» PROVIDED DATA:
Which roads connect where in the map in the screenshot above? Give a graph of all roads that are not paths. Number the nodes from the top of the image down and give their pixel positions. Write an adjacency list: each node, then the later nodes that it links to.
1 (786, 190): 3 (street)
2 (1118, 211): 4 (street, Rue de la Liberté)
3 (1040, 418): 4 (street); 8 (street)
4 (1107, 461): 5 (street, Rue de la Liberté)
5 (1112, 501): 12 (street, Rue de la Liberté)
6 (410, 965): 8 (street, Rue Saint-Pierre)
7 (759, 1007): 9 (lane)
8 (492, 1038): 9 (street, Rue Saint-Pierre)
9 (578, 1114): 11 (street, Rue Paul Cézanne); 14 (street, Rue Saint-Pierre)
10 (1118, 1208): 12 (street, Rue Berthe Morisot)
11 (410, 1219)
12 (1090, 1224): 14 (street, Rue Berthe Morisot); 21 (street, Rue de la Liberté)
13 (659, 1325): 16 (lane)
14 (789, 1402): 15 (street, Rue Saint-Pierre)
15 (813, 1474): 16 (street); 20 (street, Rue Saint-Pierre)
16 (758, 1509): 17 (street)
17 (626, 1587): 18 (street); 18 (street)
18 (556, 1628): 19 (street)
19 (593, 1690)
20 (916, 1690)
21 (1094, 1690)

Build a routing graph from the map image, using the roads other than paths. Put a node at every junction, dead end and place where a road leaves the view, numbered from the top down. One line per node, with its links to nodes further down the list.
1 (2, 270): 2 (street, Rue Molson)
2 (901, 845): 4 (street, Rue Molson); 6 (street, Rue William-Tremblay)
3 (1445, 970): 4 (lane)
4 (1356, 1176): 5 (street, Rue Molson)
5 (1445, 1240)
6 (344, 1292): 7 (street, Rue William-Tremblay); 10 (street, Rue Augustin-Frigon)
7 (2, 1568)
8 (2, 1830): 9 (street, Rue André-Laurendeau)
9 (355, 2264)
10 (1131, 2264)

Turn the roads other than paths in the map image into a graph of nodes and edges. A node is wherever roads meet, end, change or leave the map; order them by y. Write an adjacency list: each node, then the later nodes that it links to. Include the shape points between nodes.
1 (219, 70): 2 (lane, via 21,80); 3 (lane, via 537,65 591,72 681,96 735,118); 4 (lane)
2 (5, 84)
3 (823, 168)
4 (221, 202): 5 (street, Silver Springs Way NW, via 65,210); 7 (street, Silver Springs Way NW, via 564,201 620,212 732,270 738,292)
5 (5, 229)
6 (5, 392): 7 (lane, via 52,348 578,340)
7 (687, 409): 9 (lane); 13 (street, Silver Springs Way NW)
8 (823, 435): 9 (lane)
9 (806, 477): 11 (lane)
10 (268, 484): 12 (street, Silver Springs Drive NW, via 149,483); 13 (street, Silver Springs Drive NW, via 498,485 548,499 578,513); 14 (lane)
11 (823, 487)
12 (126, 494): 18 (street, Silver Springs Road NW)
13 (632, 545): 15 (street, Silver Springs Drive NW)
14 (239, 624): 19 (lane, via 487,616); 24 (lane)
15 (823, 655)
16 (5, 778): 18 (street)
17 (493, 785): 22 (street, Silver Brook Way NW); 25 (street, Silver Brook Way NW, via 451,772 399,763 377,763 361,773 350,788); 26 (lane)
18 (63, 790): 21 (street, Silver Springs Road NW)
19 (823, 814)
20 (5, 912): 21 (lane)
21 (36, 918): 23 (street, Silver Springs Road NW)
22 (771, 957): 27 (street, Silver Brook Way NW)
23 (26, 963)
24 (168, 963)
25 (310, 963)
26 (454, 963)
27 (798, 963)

» DESCRIPTION OF THE TASK: Repeat every line of the records above exactly.

» EXERCISE RESPONSE:
Which roads connect where in the map in the screenshot above? Give a graph of all roads that are not paths. Number the nodes from the top of the image down and give their pixel positions. Write an adjacency list: each node, then the later nodes that it links to.
1 (786, 190): 3 (street)
2 (1118, 211): 4 (street, Rue de la Liberté)
3 (1040, 418): 4 (street); 8 (street)
4 (1107, 461): 5 (street, Rue de la Liberté)
5 (1112, 501): 12 (street, Rue de la Liberté)
6 (410, 965): 8 (street, Rue Saint-Pierre)
7 (759, 1007): 9 (lane)
8 (492, 1038): 9 (street, Rue Saint-Pierre)
9 (578, 1114): 11 (street, Rue Paul Cézanne); 14 (street, Rue Saint-Pierre)
10 (1118, 1208): 12 (street, Rue Berthe Morisot)
11 (410, 1219)
12 (1090, 1224): 14 (street, Rue Berthe Morisot); 21 (street, Rue de la Liberté)
13 (659, 1325): 16 (lane)
14 (789, 1402): 15 (street, Rue Saint-Pierre)
15 (813, 1474): 16 (street); 20 (street, Rue Saint-Pierre)
16 (758, 1509): 17 (street)
17 (626, 1587): 18 (street); 18 (street)
18 (556, 1628): 19 (street)
19 (593, 1690)
20 (916, 1690)
21 (1094, 1690)

Build a routing graph from the map image, using the roads other than paths. Put a node at every junction, dead end and place where a road leaves the view, numbered from the top down. One line per node, with its links to nodes further down the list.
1 (2, 270): 2 (street, Rue Molson)
2 (901, 845): 4 (street, Rue Molson); 6 (street, Rue William-Tremblay)
3 (1445, 970): 4 (lane)
4 (1356, 1176): 5 (street, Rue Molson)
5 (1445, 1240)
6 (344, 1292): 7 (street, Rue William-Tremblay); 10 (street, Rue Augustin-Frigon)
7 (2, 1568)
8 (2, 1830): 9 (street, Rue André-Laurendeau)
9 (355, 2264)
10 (1131, 2264)

Turn the roads other than paths in the map image into a graph of nodes and edges. A node is wherever roads meet, end, change or leave the map; order them by y. Write an adjacency list: each node, then the later nodes that it links to. Include the shape points between nodes.
1 (219, 70): 2 (lane, via 21,80); 3 (lane, via 537,65 591,72 681,96 735,118); 4 (lane)
2 (5, 84)
3 (823, 168)
4 (221, 202): 5 (street, Silver Springs Way NW, via 65,210); 7 (street, Silver Springs Way NW, via 564,201 620,212 732,270 738,292)
5 (5, 229)
6 (5, 392): 7 (lane, via 52,348 578,340)
7 (687, 409): 9 (lane); 13 (street, Silver Springs Way NW)
8 (823, 435): 9 (lane)
9 (806, 477): 11 (lane)
10 (268, 484): 12 (street, Silver Springs Drive NW, via 149,483); 13 (street, Silver Springs Drive NW, via 498,485 548,499 578,513); 14 (lane)
11 (823, 487)
12 (126, 494): 18 (street, Silver Springs Road NW)
13 (632, 545): 15 (street, Silver Springs Drive NW)
14 (239, 624): 19 (lane, via 487,616); 24 (lane)
15 (823, 655)
16 (5, 778): 18 (street)
17 (493, 785): 22 (street, Silver Brook Way NW); 25 (street, Silver Brook Way NW, via 451,772 399,763 377,763 361,773 350,788); 26 (lane)
18 (63, 790): 21 (street, Silver Springs Road NW)
19 (823, 814)
20 (5, 912): 21 (lane)
21 (36, 918): 23 (street, Silver Springs Road NW)
22 (771, 957): 27 (street, Silver Brook Way NW)
23 (26, 963)
24 (168, 963)
25 (310, 963)
26 (454, 963)
27 (798, 963)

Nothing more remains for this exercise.